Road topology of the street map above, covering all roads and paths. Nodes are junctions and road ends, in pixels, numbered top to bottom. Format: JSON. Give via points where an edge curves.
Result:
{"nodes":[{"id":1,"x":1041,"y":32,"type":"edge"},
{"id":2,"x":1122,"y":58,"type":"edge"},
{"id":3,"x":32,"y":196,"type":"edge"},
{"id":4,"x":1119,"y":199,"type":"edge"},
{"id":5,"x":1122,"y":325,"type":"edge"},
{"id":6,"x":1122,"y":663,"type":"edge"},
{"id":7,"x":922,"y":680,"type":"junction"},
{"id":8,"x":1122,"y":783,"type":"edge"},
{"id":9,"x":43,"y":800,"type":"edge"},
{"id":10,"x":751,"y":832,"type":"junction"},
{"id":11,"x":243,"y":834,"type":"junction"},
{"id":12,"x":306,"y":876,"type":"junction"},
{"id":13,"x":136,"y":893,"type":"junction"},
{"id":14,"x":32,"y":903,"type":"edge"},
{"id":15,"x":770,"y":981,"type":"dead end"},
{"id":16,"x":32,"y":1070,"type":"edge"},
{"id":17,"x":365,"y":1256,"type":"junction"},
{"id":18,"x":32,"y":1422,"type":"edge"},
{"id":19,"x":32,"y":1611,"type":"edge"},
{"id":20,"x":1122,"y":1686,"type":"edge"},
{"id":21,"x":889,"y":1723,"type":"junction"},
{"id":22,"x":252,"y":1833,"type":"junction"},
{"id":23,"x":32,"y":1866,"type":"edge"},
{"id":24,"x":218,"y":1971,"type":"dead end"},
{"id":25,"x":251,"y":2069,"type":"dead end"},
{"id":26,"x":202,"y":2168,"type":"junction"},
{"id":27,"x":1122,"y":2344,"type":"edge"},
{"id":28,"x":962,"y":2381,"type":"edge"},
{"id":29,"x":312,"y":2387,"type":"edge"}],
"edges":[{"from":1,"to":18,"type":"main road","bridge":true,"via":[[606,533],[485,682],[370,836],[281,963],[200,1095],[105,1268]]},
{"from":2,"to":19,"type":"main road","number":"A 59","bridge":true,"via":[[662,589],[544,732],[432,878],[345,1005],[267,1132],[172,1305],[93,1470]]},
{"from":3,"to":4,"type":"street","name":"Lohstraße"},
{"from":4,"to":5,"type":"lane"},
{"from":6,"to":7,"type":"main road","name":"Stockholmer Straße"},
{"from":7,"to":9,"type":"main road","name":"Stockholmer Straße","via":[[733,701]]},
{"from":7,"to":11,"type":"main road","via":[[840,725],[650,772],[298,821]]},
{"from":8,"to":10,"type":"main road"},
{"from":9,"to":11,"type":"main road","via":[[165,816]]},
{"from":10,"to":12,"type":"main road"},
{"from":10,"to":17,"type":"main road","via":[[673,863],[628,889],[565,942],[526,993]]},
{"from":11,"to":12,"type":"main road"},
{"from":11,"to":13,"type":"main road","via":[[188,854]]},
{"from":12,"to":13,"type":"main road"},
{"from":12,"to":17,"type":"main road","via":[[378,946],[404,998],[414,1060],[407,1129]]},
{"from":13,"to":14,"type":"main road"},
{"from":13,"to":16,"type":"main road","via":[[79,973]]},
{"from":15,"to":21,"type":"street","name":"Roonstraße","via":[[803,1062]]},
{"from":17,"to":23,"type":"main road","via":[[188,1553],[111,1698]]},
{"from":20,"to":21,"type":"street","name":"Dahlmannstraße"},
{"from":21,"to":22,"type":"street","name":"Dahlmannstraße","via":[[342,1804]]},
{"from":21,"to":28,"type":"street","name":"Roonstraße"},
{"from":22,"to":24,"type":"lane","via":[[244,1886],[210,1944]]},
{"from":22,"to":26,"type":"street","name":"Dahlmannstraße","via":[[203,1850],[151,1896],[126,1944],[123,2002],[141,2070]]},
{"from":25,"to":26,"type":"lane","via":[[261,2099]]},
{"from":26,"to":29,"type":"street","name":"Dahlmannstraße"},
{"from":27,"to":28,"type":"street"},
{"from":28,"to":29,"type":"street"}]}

YOUR OBJECTIVE:
Would you transcribe the entries above exactly as they appear?

RESPONSE AREA:
Road topology of the street map above, covering all roads and paths. Nodes are junctions and road ends, in pixels, numbered top to bottom. Format: JSON. Give via points where an edge curves.
Result:
{"nodes":[{"id":1,"x":1041,"y":32,"type":"edge"},
{"id":2,"x":1122,"y":58,"type":"edge"},
{"id":3,"x":32,"y":196,"type":"edge"},
{"id":4,"x":1119,"y":199,"type":"edge"},
{"id":5,"x":1122,"y":325,"type":"edge"},
{"id":6,"x":1122,"y":663,"type":"edge"},
{"id":7,"x":922,"y":680,"type":"junction"},
{"id":8,"x":1122,"y":783,"type":"edge"},
{"id":9,"x":43,"y":800,"type":"edge"},
{"id":10,"x":751,"y":832,"type":"junction"},
{"id":11,"x":243,"y":834,"type":"junction"},
{"id":12,"x":306,"y":876,"type":"junction"},
{"id":13,"x":136,"y":893,"type":"junction"},
{"id":14,"x":32,"y":903,"type":"edge"},
{"id":15,"x":770,"y":981,"type":"dead end"},
{"id":16,"x":32,"y":1070,"type":"edge"},
{"id":17,"x":365,"y":1256,"type":"junction"},
{"id":18,"x":32,"y":1422,"type":"edge"},
{"id":19,"x":32,"y":1611,"type":"edge"},
{"id":20,"x":1122,"y":1686,"type":"edge"},
{"id":21,"x":889,"y":1723,"type":"junction"},
{"id":22,"x":252,"y":1833,"type":"junction"},
{"id":23,"x":32,"y":1866,"type":"edge"},
{"id":24,"x":218,"y":1971,"type":"dead end"},
{"id":25,"x":251,"y":2069,"type":"dead end"},
{"id":26,"x":202,"y":2168,"type":"junction"},
{"id":27,"x":1122,"y":2344,"type":"edge"},
{"id":28,"x":962,"y":2381,"type":"edge"},
{"id":29,"x":312,"y":2387,"type":"edge"}],
"edges":[{"from":1,"to":18,"type":"main road","bridge":true,"via":[[606,533],[485,682],[370,836],[281,963],[200,1095],[105,1268]]},
{"from":2,"to":19,"type":"main road","number":"A 59","bridge":true,"via":[[662,589],[544,732],[432,878],[345,1005],[267,1132],[172,1305],[93,1470]]},
{"from":3,"to":4,"type":"street","name":"Lohstraße"},
{"from":4,"to":5,"type":"lane"},
{"from":6,"to":7,"type":"main road","name":"Stockholmer Straße"},
{"from":7,"to":9,"type":"main road","name":"Stockholmer Straße","via":[[733,701]]},
{"from":7,"to":11,"type":"main road","via":[[840,725],[650,772],[298,821]]},
{"from":8,"to":10,"type":"main road"},
{"from":9,"to":11,"type":"main road","via":[[165,816]]},
{"from":10,"to":12,"type":"main road"},
{"from":10,"to":17,"type":"main road","via":[[673,863],[628,889],[565,942],[526,993]]},
{"from":11,"to":12,"type":"main road"},
{"from":11,"to":13,"type":"main road","via":[[188,854]]},
{"from":12,"to":13,"type":"main road"},
{"from":12,"to":17,"type":"main road","via":[[378,946],[404,998],[414,1060],[407,1129]]},
{"from":13,"to":14,"type":"main road"},
{"from":13,"to":16,"type":"main road","via":[[79,973]]},
{"from":15,"to":21,"type":"street","name":"Roonstraße","via":[[803,1062]]},
{"from":17,"to":23,"type":"main road","via":[[188,1553],[111,1698]]},
{"from":20,"to":21,"type":"street","name":"Dahlmannstraße"},
{"from":21,"to":22,"type":"street","name":"Dahlmannstraße","via":[[342,1804]]},
{"from":21,"to":28,"type":"street","name":"Roonstraße"},
{"from":22,"to":24,"type":"lane","via":[[244,1886],[210,1944]]},
{"from":22,"to":26,"type":"street","name":"Dahlmannstraße","via":[[203,1850],[151,1896],[126,1944],[123,2002],[141,2070]]},
{"from":25,"to":26,"type":"lane","via":[[261,2099]]},
{"from":26,"to":29,"type":"street","name":"Dahlmannstraße"},
{"from":27,"to":28,"type":"street"},
{"from":28,"to":29,"type":"street"}]}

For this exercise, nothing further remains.